Intel Corp – Are they worth your consideration?

Intel Corporation was incorporated in 1968 and is the largest manufacturer of semiconductor chips in the world.

A dividend challenger with 6 years of growing its dividend, Intel has paid a dividend every year since 1992.

Intel’s mains products are microprocessors and chipsets but they are transforming from a PC-centric company to a data-centric company, with solutions designed to help move and store the ever-increasing amounts of data.

Intel is increasingly investing in data-driven tech which includes artificial intelligence, the transformation of networks, IoT and autonomous driving.
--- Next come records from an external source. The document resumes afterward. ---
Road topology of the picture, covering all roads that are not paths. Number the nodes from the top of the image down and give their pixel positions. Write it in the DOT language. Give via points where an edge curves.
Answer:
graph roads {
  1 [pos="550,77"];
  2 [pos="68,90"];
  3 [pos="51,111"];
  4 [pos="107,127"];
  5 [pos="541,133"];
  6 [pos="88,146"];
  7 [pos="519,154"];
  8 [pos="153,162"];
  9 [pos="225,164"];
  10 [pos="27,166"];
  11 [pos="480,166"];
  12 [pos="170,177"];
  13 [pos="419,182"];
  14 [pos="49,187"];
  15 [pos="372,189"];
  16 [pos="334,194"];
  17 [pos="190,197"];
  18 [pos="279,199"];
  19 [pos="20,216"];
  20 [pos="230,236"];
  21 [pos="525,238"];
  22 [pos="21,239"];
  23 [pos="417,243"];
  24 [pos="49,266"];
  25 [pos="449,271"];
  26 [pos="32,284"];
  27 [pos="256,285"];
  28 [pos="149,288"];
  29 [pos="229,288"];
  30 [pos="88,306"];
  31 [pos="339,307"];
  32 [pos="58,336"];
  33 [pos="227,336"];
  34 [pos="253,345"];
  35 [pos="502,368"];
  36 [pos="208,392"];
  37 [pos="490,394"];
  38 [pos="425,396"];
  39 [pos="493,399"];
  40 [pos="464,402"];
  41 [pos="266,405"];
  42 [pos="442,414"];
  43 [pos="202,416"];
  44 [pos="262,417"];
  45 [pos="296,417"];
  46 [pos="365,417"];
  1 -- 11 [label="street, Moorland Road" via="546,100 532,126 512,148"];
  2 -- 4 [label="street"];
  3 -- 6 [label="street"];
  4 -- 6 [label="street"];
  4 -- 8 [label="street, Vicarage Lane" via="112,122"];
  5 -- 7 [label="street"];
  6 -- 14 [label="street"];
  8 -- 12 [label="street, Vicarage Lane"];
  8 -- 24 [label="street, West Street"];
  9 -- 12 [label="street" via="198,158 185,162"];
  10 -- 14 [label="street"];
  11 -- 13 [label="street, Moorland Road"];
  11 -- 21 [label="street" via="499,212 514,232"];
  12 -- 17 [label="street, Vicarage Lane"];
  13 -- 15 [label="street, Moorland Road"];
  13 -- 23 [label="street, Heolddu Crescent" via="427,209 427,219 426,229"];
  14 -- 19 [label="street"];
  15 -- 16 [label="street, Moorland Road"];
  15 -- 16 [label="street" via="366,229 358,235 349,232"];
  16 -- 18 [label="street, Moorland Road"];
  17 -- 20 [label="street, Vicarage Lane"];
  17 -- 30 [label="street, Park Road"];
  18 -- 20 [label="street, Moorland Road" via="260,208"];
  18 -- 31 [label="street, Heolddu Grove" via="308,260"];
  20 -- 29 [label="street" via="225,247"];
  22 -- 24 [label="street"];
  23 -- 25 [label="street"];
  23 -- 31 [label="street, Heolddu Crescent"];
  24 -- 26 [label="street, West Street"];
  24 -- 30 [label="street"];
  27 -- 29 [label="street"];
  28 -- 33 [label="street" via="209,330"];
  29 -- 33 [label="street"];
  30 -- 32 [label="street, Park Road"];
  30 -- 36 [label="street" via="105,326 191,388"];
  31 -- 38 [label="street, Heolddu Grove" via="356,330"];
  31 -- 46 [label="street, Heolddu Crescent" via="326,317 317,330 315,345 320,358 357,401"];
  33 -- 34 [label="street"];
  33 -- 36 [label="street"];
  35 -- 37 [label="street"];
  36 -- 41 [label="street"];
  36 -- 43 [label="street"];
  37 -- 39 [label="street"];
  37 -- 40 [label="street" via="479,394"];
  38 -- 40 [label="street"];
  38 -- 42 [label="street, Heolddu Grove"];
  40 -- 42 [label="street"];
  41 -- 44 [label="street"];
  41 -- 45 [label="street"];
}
For any Nerds out there have a look at the evolution of the chip below.

Operating Segments

PC – Centric Business

Intel’s PC-centric is currently their largest unit which focused on processors and platform products designed for use in laptops, desktops, and tablets. Intel has had a steady growth in this segment with a 3-year compound return of 5% from 2015 -2018. Computers will not be going out of fashion any time soon so this segment will be a steady cash flow machine over the coming years. However, it is a declining market and they are losing some of the market share to competitors such as AMD, so expect the growth to slow down over the next couple of years.

Data Centric Business

It is not easy for a large company to transition its core business as can be seen with IBM. However, Intel appears to be making a pretty good go at it. The Data-centric business is the fastest-growing segment with a 3-year compound return of 14%.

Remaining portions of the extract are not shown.